Franck Signorino
"Nantes, pour franchir un palier"


      Nantes, le 22 juin 2005. Arrivé en début d'après-midi, mardi, et après avoir satisfait aux tests du Cybex, Franck Signorino a rencontré les médias nantais. Pour le nouveau défenseur nantais qui portera le numéro 3, son engagement avec la Maison Jaune doit lui permettre de franchir un palier.


      Dans quel état d'esprit es-tu ?
Franck Signorino : Je suis ravi, comme tout joueur qui signe un contrat avec un nouveau club.

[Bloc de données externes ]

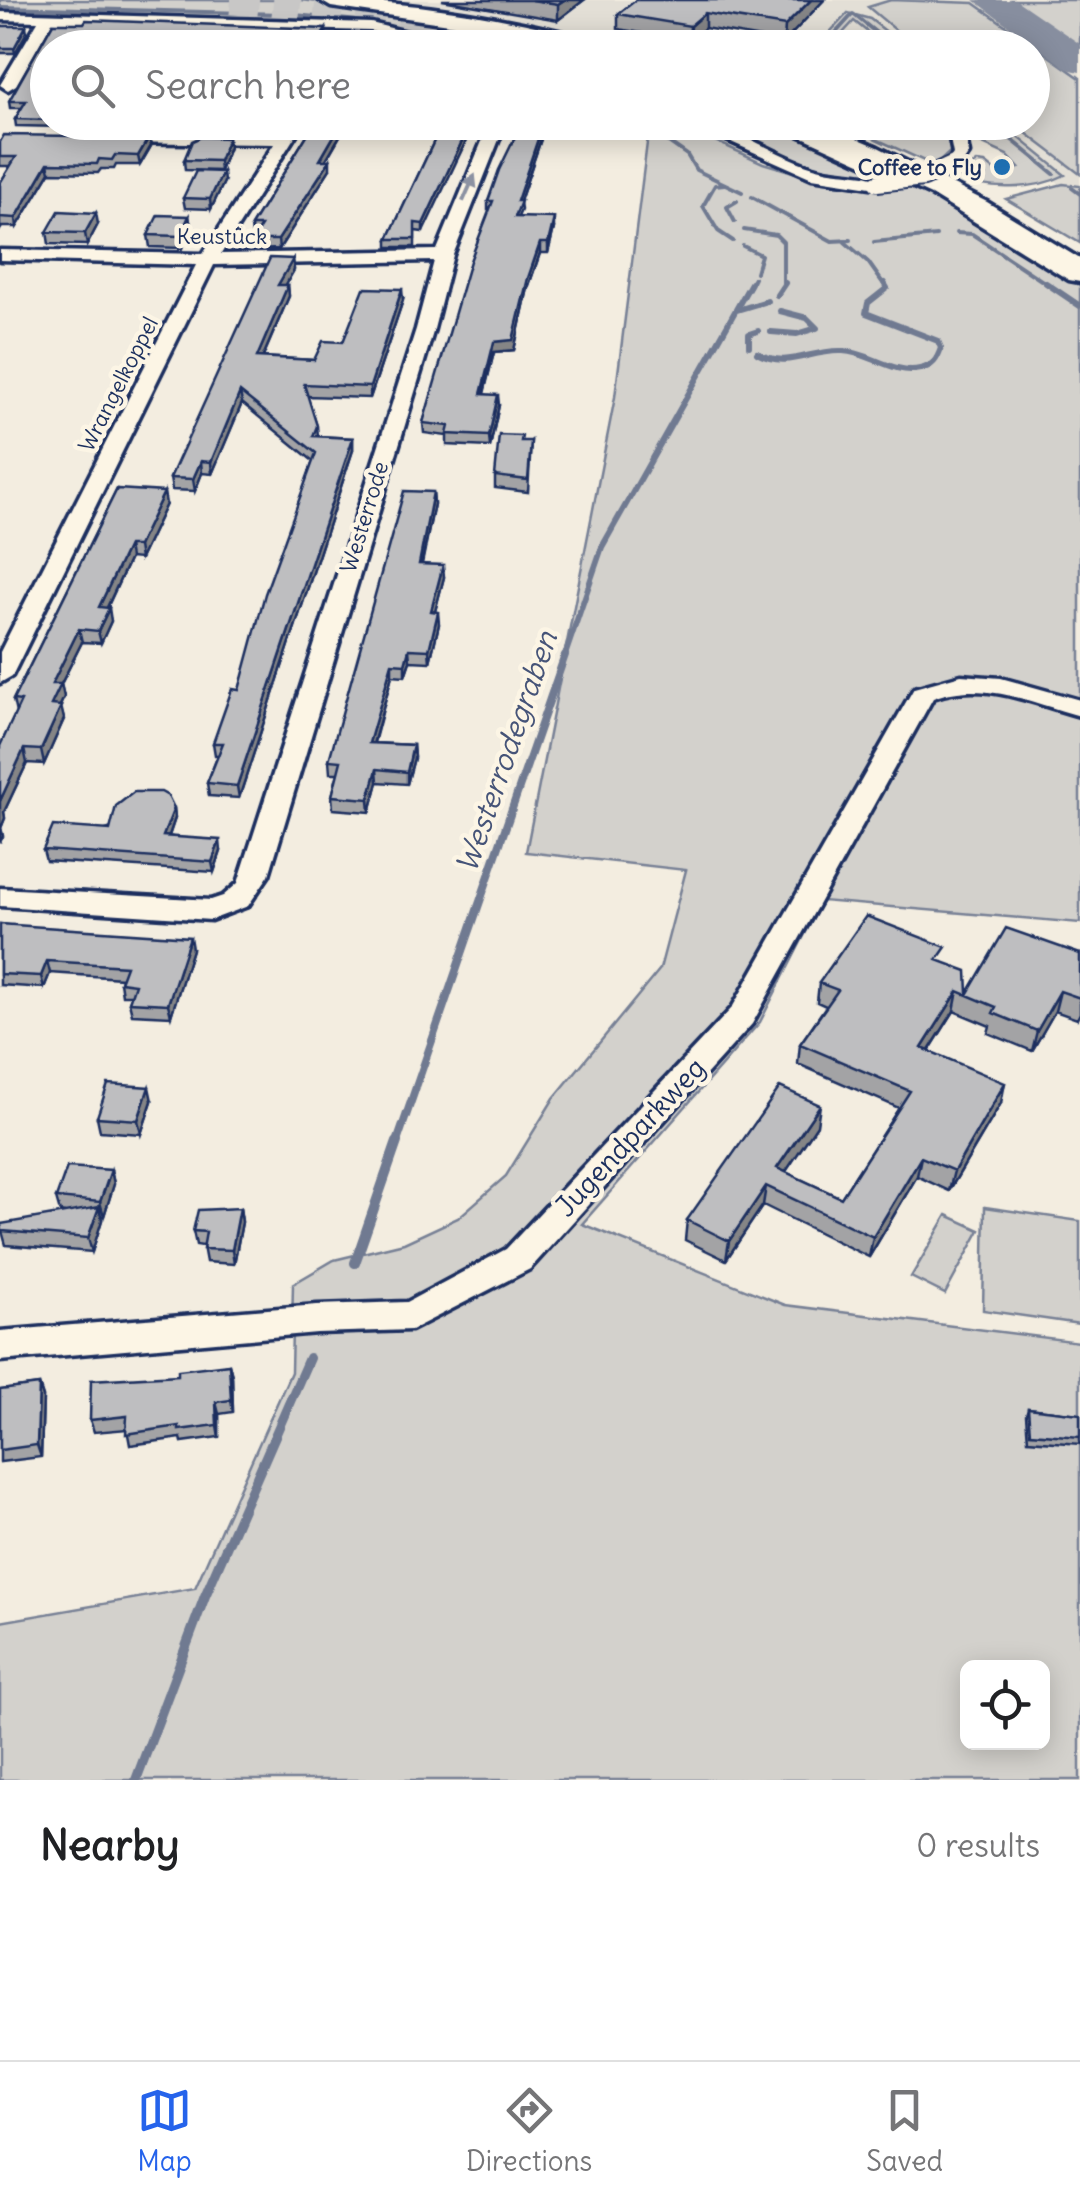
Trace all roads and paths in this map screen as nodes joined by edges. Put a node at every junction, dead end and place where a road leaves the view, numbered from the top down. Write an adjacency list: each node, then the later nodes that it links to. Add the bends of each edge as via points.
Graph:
1 (332, 0): 8 (highway)
2 (0, 16): 3 (street)
3 (48, 17): 4 (street); 5 (street)
4 (372, 27): 6 (street); 7 (street)
5 (40, 30)
6 (369, 30)
7 (385, 30)
8 (517, 30)
9 (30, 47): 10 (street)
10 (8, 84)
11 (284, 140): 20 (street, Wrangelkoppel)
12 (491, 140): 18 (street, Westerrode, one-way to 12)
13 (737, 140): 16 (street, bridge, via 808,170 877,183 924,178 954,164)
14 (836, 140): 21 (highway, via 904,169)
15 (869, 140): 17 (highway, via 1031,221)
16 (957, 140)
17 (1080, 253)
18 (444, 254): 20 (street, Keustück); 24 (street, Westerrode, via 245,896 228,908 194,909)
19 (0, 255): 20 (street, Keustück)
20 (208, 260): 22 (street, Wrangelkoppel)
21 (1080, 273)
22 (0, 676)
23 (1080, 708): 25 (street, Jugendparkweg, via 978,682 941,684 922,693 742,1016 518,1259 411,1316)
24 (0, 897)
25 (0, 1346)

Je pense que tout le monde est content.

      Tu avais plusieurs contacts alors pourquoi avoir choisi Nantes ?
Franck Signorino : C'est vrai, notamment avec Nice et Marseille mais Nantes s'est montré le plus concret. Je n'ai jamais eu d'appel de la part de Nice et pour Marseille, c'était surtout lié au départ là-bas de mon entraîneur. Il souhaitait me faire venir mais cela semblait compliqué. Il m'a d'abord demandé d'attendre mais après ma signature, il m'a félicité et m'a dit que c'était un bon choix sportif dans ma carrière. Nantes a été très clair et voulait vraiment me faire venir. Ici, je vais franchir un palier avec des objectifs très concrets.

      La pression autour du club ne t'a-t-elle pas influencé ?
Franck Signorino : C'est un ensemble de choses qui m'a fait venir à Nantes. Le stade avec 36 000 personnes possibles, le nombre de maillots dans les tribunes, la ferveur du kop... Pour le reste, je ne fais attention qu'au terrain. Si je suis mauvais, ce ne sera pas la faute de la direction mais la mienne.

      Tu as parlé de palier ?
Franck Signorino : A l'exception de cette saison, Nantes est régulièrement dans le haut du tableau. Avec Metz, on avait pris l'habitude de lutter pour le maintien qu'on devait obtenir à l'avant-dernière journée. Nantes me permet de franchir un nouveau palier au classement et peut-être de jouer de nouvelles compétition comme la Coupe Intertoto ou la Coupe d'Europe. La saison passée du FCNA était un accident. Cette équipe vaut mieux. Certains joueurs ont participé au titre de 2001 et d'autres sont de grands espoirs, pistés par les plus grands clubs. Et pour preuve que j'y crois, c'est que j'ai signé quatre ans !

      Ton jeu s'inscrit-il dans le jeu pratiqué ici ?
Franck Signorino : Le jeu nantais est reconnu partout en France. Maintenant, je ne sais pas s'il est encore présent. Mais je suis sûr que c'est une équipe qui joue très bien au ballon. Nantes se donne les moyens en gardant l'équipe en place - je pense à des joueurs comme Toulalan, Fae et bien d'autres - et apporte trois ou quatre recrues. L'équipe est compétitive. J'espère apporter. Mes principales qualités sont la vitesse et ma capacité de contre-attaque.

      Ne crains-tu pas la concurrence ?
Franck Signorino : Dans chaque club, il faut se faire sa place. Je devrais gagner ma place sur le terrain. Je n'ai aucun souci avec ça.

      Quel souvenir gardes-tu du dernier match de la saison, Nantes - Metz ?
Franck Signorino : Je sais que ça ne va pas plaire ici mais on ne méritait pas de perdre. Mais la réaction des Nantais - et le fait qu'on soit nous aussi maintenus -... le hasard fait bien les choses. Mais je n'aime pas perdre.

Propos recueillis par F.C.

     Pourquoi ce choix de Franck Signorino ?
Robert Budzynski : D'abord, c'est un défenseur. Même si nous avons terminé cinquième défense du championnat, nous avons manqué de défenseur dans l'âme. Nous avons été trop collectif, nous nous sommes trop réfugié dans le collectif. Cela nous a d'ailleurs amené à apporter quelques modifications dans le travail à la formation pour marier le collectif et l'intervention individuelle.